##### Data for this exercise

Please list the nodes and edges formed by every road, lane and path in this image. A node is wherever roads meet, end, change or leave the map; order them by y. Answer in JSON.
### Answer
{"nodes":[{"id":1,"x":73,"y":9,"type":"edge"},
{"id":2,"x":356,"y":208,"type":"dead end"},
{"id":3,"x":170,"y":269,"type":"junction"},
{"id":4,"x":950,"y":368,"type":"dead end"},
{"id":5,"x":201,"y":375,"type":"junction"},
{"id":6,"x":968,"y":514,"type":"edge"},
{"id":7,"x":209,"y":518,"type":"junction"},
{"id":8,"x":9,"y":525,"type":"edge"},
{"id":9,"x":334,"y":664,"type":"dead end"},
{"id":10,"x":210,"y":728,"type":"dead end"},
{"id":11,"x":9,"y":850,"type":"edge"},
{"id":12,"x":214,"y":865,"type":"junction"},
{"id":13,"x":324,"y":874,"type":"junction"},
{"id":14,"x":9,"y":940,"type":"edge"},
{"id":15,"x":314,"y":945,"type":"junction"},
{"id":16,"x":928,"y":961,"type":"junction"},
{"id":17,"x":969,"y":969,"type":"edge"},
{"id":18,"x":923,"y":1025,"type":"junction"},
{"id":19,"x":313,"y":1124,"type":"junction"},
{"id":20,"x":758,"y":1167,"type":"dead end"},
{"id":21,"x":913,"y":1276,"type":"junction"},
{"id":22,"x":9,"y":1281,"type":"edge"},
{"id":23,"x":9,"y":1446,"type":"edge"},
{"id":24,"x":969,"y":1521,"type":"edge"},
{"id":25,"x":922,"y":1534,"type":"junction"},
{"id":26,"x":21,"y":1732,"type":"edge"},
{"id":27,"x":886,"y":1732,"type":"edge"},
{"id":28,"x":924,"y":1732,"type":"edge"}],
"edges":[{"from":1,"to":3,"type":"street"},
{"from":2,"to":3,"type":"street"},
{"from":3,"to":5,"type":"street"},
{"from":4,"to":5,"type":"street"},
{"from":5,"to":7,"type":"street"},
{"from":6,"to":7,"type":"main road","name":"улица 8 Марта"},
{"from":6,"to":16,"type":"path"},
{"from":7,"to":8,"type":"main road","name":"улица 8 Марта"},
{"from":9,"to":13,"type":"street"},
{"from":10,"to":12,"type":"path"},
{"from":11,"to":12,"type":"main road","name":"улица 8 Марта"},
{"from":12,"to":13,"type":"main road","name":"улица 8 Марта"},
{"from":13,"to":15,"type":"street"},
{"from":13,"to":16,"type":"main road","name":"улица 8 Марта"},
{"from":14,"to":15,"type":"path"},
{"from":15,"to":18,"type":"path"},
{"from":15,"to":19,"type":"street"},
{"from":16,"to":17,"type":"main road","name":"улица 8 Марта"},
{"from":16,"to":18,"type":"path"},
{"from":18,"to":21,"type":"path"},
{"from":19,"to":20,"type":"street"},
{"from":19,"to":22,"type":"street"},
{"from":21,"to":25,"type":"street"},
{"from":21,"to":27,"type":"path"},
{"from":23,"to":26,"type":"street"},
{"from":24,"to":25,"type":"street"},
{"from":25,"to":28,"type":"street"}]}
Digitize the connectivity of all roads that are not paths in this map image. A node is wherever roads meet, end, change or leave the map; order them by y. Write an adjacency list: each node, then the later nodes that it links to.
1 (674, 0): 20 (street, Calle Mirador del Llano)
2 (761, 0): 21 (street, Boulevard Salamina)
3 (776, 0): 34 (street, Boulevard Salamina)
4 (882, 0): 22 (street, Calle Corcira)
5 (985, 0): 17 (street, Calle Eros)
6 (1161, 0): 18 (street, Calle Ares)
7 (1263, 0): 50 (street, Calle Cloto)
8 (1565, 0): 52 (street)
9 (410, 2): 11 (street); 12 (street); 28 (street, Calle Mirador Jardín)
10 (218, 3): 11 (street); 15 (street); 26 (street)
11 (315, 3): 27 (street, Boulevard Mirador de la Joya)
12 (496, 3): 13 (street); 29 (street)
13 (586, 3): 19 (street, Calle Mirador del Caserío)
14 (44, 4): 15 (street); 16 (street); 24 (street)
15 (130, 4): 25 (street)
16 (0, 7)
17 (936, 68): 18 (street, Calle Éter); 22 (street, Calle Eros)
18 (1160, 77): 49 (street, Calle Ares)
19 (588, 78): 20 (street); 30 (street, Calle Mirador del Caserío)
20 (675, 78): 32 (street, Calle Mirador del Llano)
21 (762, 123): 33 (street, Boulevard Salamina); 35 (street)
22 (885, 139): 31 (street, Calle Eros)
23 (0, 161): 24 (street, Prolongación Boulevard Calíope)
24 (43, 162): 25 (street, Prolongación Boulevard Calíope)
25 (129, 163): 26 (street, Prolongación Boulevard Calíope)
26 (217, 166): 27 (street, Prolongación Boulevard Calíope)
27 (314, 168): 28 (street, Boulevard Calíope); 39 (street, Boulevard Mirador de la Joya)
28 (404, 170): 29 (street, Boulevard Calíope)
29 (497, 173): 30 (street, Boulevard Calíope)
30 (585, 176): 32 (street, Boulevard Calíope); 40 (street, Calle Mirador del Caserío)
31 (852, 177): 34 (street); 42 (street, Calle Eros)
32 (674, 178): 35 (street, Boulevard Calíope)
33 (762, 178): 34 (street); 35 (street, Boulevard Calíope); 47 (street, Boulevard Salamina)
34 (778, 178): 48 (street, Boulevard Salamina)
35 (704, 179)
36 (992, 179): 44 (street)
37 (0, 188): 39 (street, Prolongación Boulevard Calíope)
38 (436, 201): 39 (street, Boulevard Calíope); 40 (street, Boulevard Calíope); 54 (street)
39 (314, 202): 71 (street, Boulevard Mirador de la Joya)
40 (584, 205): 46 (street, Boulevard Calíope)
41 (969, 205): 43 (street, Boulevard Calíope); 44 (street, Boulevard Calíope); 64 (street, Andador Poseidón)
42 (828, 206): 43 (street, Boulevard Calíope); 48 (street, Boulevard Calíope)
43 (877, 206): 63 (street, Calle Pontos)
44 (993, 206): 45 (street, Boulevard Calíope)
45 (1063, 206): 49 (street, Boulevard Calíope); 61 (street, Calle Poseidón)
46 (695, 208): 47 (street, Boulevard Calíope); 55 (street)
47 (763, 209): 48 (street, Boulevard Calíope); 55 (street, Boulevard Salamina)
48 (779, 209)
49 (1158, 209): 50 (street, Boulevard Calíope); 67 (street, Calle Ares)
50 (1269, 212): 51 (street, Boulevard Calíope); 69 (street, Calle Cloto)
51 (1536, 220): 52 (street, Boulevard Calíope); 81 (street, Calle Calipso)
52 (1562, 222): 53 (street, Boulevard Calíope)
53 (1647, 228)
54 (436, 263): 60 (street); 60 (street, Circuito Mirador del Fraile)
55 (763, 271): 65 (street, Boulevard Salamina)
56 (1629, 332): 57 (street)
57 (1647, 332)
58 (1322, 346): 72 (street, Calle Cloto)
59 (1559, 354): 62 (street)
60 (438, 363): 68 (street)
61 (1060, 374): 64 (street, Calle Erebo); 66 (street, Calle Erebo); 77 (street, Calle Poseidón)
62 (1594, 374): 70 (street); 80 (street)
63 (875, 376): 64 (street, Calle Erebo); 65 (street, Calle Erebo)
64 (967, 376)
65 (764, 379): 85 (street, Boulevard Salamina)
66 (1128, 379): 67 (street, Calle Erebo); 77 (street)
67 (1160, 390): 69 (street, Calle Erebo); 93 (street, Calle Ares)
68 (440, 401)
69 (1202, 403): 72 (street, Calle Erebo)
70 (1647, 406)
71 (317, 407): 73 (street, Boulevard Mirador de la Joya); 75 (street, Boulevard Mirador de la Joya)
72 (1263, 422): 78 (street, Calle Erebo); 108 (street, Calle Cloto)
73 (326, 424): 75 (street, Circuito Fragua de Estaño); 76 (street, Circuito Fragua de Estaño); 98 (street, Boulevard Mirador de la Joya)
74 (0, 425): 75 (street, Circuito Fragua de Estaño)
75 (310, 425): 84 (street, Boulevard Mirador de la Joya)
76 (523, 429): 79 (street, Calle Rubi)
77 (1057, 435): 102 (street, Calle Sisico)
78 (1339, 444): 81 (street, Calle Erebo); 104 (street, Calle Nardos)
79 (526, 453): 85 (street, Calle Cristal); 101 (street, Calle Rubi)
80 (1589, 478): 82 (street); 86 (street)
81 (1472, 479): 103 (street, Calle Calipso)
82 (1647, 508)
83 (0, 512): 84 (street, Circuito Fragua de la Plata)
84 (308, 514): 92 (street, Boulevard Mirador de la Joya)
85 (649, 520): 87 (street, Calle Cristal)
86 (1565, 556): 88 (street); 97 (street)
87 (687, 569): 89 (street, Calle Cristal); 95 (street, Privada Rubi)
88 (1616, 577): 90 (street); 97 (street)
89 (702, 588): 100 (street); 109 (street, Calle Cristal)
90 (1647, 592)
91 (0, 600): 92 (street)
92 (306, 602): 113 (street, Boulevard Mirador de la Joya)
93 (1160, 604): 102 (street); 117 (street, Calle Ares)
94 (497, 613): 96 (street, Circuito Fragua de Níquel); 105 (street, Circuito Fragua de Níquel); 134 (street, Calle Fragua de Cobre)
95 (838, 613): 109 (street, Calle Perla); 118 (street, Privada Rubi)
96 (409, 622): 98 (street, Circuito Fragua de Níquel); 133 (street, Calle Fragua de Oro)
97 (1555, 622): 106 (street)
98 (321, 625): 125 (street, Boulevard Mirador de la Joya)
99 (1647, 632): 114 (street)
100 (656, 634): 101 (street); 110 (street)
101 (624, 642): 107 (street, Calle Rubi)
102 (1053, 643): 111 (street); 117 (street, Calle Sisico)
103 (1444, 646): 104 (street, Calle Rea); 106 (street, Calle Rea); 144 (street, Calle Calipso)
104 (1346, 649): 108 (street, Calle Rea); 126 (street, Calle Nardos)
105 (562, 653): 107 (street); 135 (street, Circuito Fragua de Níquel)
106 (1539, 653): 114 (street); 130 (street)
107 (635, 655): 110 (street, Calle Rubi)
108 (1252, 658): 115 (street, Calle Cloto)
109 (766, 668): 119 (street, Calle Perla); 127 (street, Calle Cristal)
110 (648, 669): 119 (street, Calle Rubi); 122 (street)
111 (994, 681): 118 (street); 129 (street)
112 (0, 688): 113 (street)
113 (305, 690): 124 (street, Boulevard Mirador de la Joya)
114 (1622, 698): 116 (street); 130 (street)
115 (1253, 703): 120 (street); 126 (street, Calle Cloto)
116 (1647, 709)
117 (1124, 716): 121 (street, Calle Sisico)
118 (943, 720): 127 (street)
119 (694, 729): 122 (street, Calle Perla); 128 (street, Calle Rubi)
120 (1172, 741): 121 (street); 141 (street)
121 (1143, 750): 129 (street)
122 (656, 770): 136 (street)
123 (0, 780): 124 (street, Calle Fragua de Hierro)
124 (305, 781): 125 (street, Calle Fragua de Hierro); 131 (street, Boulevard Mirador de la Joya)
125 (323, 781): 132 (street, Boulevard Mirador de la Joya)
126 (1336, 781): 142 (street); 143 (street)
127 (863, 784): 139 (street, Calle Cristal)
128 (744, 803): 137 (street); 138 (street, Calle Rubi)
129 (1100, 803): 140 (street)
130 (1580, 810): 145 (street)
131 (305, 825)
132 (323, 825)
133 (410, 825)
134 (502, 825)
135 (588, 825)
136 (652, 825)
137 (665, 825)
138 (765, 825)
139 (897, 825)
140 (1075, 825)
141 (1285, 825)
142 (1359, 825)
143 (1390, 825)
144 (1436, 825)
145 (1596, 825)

##########

Action item: Every line in the data that holds the string "Privada" should be copied.

Result:
87 (687, 569): 89 (street, Calle Cristal); 95 (street, Privada Rubi)
95 (838, 613): 109 (street, Calle Perla); 118 (street, Privada Rubi)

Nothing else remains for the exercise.